Jackson was also clearly looking to take his place among the musical icons he most admired and whose sales records he was determined to break during the course of his career. Just like the Beatles and Elvis Presley, Jackson will be immortalized by Cirque du Soleil with a permanent show in Las Vegas and a touring version in 2011, thanks to an agreement with Jackson's estate. This brings to fruition a long-held dream for Jackson, who was a big fan of the Canadian troupe's productions and had discussed mounting a show based on his music several years before his death.
Jackson always dreamed big, and toward the end of his life, he spent quite a bit of time in Vegas cooking up another abandoned pie-in-the-sky project. In October 2005, just a few months removed from his acquittal on child molestation charges, Jackson began work with fashion designer André Van Pier on costume and set designs for a Las Vegas residency. Their concepts included plans for a 50-foot tall MJ robot that would roam the Nevada desert as an ad for the singer's show and an enticement to visit a robot-themed hotel.
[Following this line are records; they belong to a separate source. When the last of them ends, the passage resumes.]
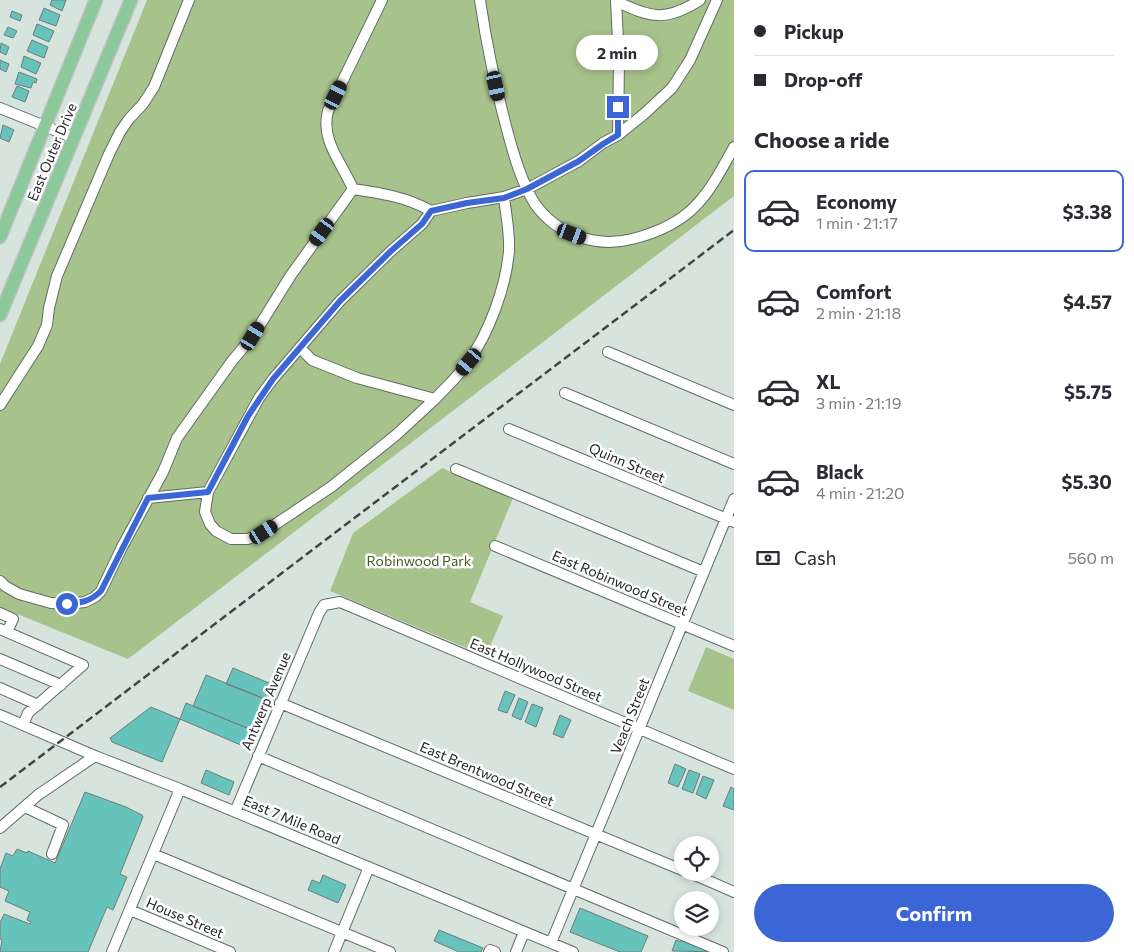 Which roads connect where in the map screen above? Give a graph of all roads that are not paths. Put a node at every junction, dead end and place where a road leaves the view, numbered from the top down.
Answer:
1 (96, 0) edge
2 (131, 0) edge
3 (189, 0) edge
4 (382, 0) edge
5 (480, 0) edge
6 (616, 0) edge
7 (700, 0) edge
8 (717, 0) edge
9 (0, 108) edge
10 (45, 126) junction
11 (618, 135) junction
12 (74, 138) junction
13 (734, 147) edge
14 (353, 189) junction
15 (527, 189) junction
16 (504, 198) junction
17 (431, 211) junction
18 (0, 237) edge
19 (0, 315) edge
20 (300, 348) junction
21 (608, 352) dead end
22 (565, 393) dead end
23 (435, 400) junction
24 (0, 404) edge
25 (734, 405) edge
26 (509, 429) dead end
27 (734, 464) edge
28 (456, 469) dead end
29 (208, 492) junction
30 (148, 498) junction
31 (734, 499) edge
32 (730, 521) edge
33 (495, 546) dead end
34 (704, 572) junction
35 (0, 581) edge
36 (328, 604) joint
37 (0, 613) edge
38 (682, 624) junction
39 (4, 631) edge
40 (734, 646) edge
41 (0, 659) edge
42 (61, 685) junction
43 (0, 688) edge
44 (280, 703) junction
45 (38, 705) junction
46 (0, 715) edge
47 (23, 725) junction
48 (639, 729) junction
49 (95, 756) junction
50 (258, 756) junction
51 (734, 769) edge
52 (180, 789) junction
53 (25, 807) junction
54 (235, 812) junction
55 (0, 828) edge
56 (596, 834) junction
57 (52, 854) dead end
58 (153, 854) junction
59 (674, 867) edge
60 (369, 868) junction
61 (709, 881) edge
62 (573, 890) junction
63 (734, 892) edge
64 (130, 910) junction
65 (342, 932) junction
66 (524, 932) junction
67 (552, 946) edge
68 (112, 952) edge
69 (230, 952) edge
70 (334, 952) edge
71 (390, 952) edge
72 (489, 952) edge
73 (495, 952) edge
74 (516, 952) edge
75 (573, 952) edge
76 (723, 952) edge

1 - 10 main road, East Outer Drive
2 - 12 main road, East Outer Drive
3 - 24 street
4 - 14 street
5 - 15 street
6 - 7 street
6 - 11 street
8 - 11 street
9 - 10 street
10 - 12 street
10 - 18 main road, East Outer Drive
11 - 15 street
12 - 19 main road, East Outer Drive
13 - 15 street
14 - 17 street
14 - 30 street
15 - 16 street
16 - 17 street
16 - 23 street
17 - 20 street
20 - 23 street
20 - 29 street
21 - 25 street
22 - 27 street
23 - 29 street
26 - 32 street, Quinn Street
28 - 34 street
29 - 30 street
30 - 35 street
31 - 32 street, Veach Street
32 - 34 street, Veach Street
33 - 38 street, East Robinwood Street
34 - 38 street, Veach Street
36 - 44 street, Antwerp Avenue
36 - 48 street, East Hollywood Street
37 - 39 street
38 - 40 street, East Robinwood Street
38 - 48 street, Veach Street
39 - 42 street
41 - 42 street
42 - 45 street
43 - 45 street
44 - 50 street, Antwerp Avenue
44 - 56 street, East Brentwood Street
45 - 47 street
46 - 47 street, East 7 Mile Road
47 - 49 street, East 7 Mile Road
48 - 51 street, East Hollywood Street
48 - 56 street, Veach Street
49 - 52 street, East 7 Mile Road
49 - 53 street
50 - 54 street, Antwerp Avenue
50 - 62 street
52 - 54 street, East 7 Mile Road
52 - 58 street
53 - 55 street
53 - 57 street
54 - 60 street, East 7 Mile Road
56 - 59 street, East Brentwood Street
56 - 62 street, Veach Street
58 - 64 street
58 - 65 street
60 - 65 street
60 - 66 street, East 7 Mile Road
61 - 63 street
62 - 67 street, Veach Street
62 - 76 street
64 - 68 street
64 - 69 street, House Street
65 - 70 street
65 - 71 street
66 - 67 street, East 7 Mile Road
66 - 74 street
67 - 75 street, East 7 Mile Road
72 - 73 street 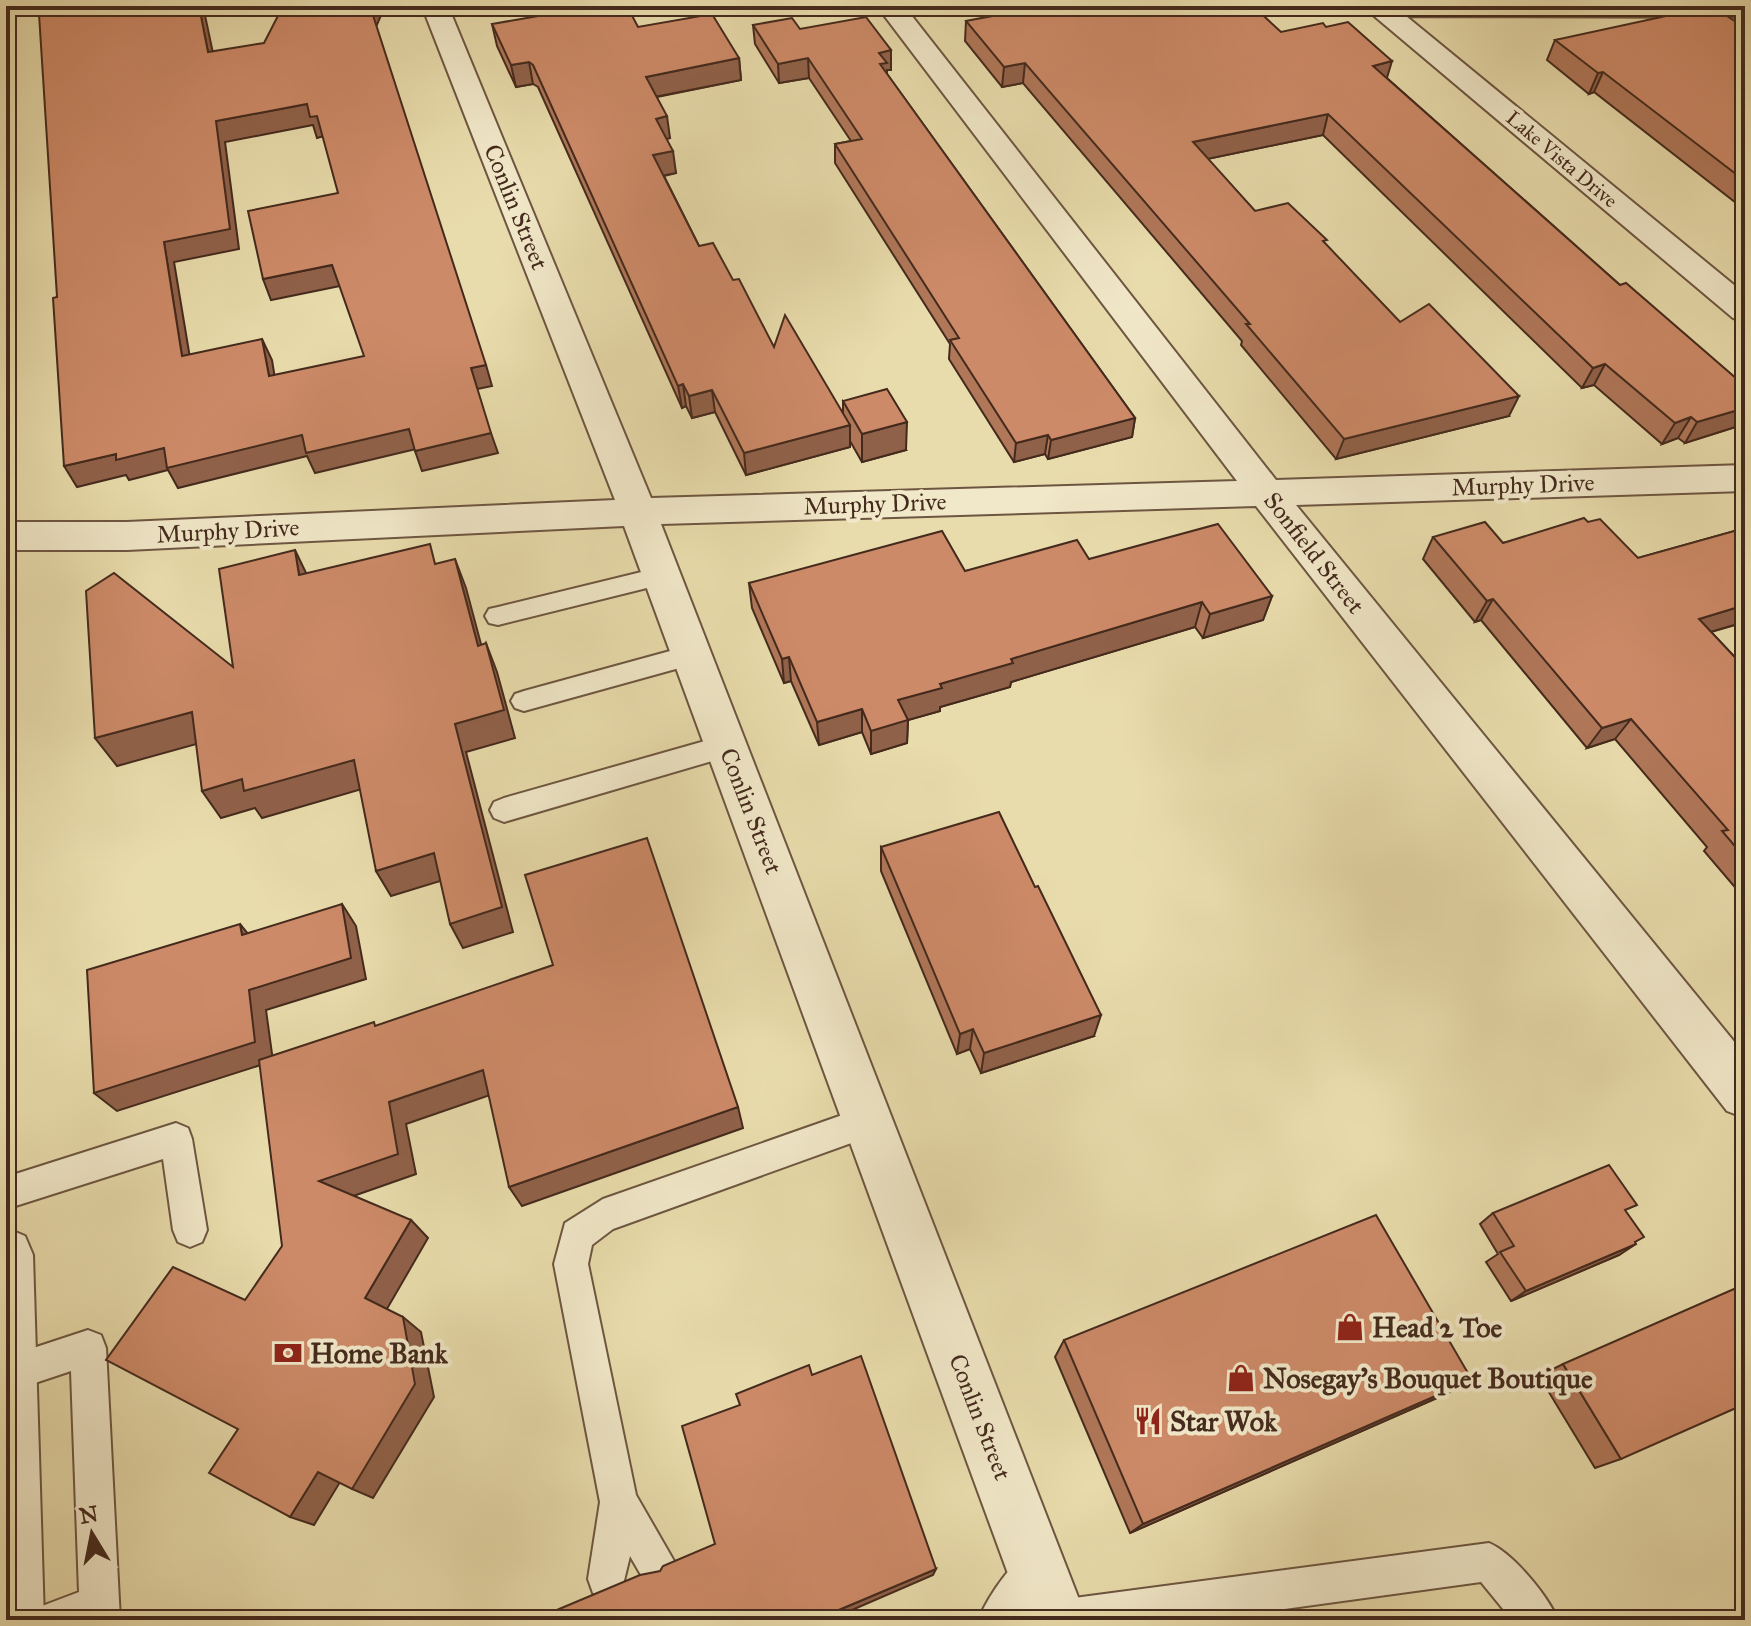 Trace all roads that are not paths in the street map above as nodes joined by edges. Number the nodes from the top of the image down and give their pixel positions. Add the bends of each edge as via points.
1 (435, 6) edge
2 (890, 6) edge
3 (941, 6) edge
4 (1129, 7) edge
5 (1176, 7) edge
6 (1379, 7) edge
7 (1745, 9) edge
8 (1745, 311) edge
9 (1745, 478) edge
10 (1266, 493) junction
11 (638, 512) junction
12 (6, 536) edge
13 (662, 576) junction
14 (498, 616) dead end
15 (692, 655) junction
16 (524, 701) dead end
17 (726, 746) junction
18 (504, 810) dead end
19 (1745, 1094) edge
20 (868, 1122) junction
21 (6, 1193) edge
22 (190, 1230) dead end
23 (6, 1255) edge
24 (8, 1374) junction
25 (619, 1502) junction
26 (655, 1561) dead end
27 (1037, 1568) junction
28 (607, 1579) dead end
29 (99, 1612) edge
30 (13, 1620) edge
31 (56, 1620) edge
32 (998, 1620) edge
33 (1058, 1620) edge
34 (1538, 1620) edge

1 - 11 street, Conlin Street
2 - 10 street, Sonfield Street
3 - 4 street
5 - 6 street
6 - 7 street
6 - 8 street, Lake Vista Drive
9 - 10 street, Murphy Drive
10 - 11 street, Murphy Drive
10 - 19 street, Sonfield Street
11 - 12 street, Murphy Drive via 143,535
11 - 13 street, Conlin Street
13 - 14 lane
13 - 15 street, Conlin Street
15 - 16 lane
15 - 17 street, Conlin Street
17 - 18 lane
17 - 20 street, Conlin Street
20 - 25 lane via 603,1216 577,1235 571,1264
20 - 27 street, Conlin Street
21 - 22 lane via 176,1139
23 - 24 street
24 - 29 lane via 88,1348
24 - 30 street
25 - 26 lane
25 - 28 lane
27 - 32 lane
27 - 33 street, Conlin Street
29 - 31 lane
33 - 34 lane via 1489,1562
Like so many of Jackson's fantasias, it was not to be.
That was also the case with a movie the pop star had planned to co-direct about an orphan shuttled between foster homes, titled "They Cage the Animals at Night." Even as he was gearing up for the This Is It run, Jackson was trying to get financing together for the indie film, based on the 1985 book about foster kid Jennings Michael Burch. Jackson told friend and filmmaker Bryan Michael Stoller that he related to the book because he often felt like an orphan as a child due to his hectic life as a young pop star, and he had actually been thinking about adapting the book since around 2003, when he invited Burch to his home to be interviewed on camera.
For years before his death, Jackson had been recording tracks for what was slated to be his comeback from 2001's disappointing Invincible album. He'd logged studio time with Akon and Will.I.Am and spoken to T-Pain, Kanye West, Swizz Beatz, Irv Gotti, Chris Brown, DJ Whoo Kid, Sean Garrett, Ne-Yo and 50 Cent about collaborations. Most of those tracks were never recorded or have not seen the light of day, but over the past year, a few songs and snippets have leaked online, including a 90-second taste of a duet with rocker Lenny Kravitz called "Another Day." The unfinished demo of the song with the grinding R&B beat and soaring strings — on which Kravitz later said he played all the instruments and sang — is similar to a tune Kravitz used on his 2004 album Baptism, but it's unknown if he recorded the song with Jackson first.
One of the more exciting posthumous items (it's unknown if Jackson was involved in its development at the time of his death) is a yet-untitled MJ video game from Ubisoft due by the end of the year. The game, based on Jackson's legendary music and performances, will allow players to groove along to mega-hits like "Billie Jean" and "Beat It" while learning some of the singer's signature dance moves.
Among the other projects that have emerged in the past year: a movie about the singer's final days from biographer Ian Halperin, the "We Are the World" remake featuring Jackson's original vocals among those of a host of contemporary singers, a "This Is It" video directed by Spike Lee, his attempt to quash the beef between 50 Cent and Game and the super-secret video production known as the "Dome Project" that appeared to be connected with the massive stage set and 3-D films being made for the This Is It shows. And this month, plans were announced to build a Jackson Family Museum and arts center in his hometown of Gary, Indiana.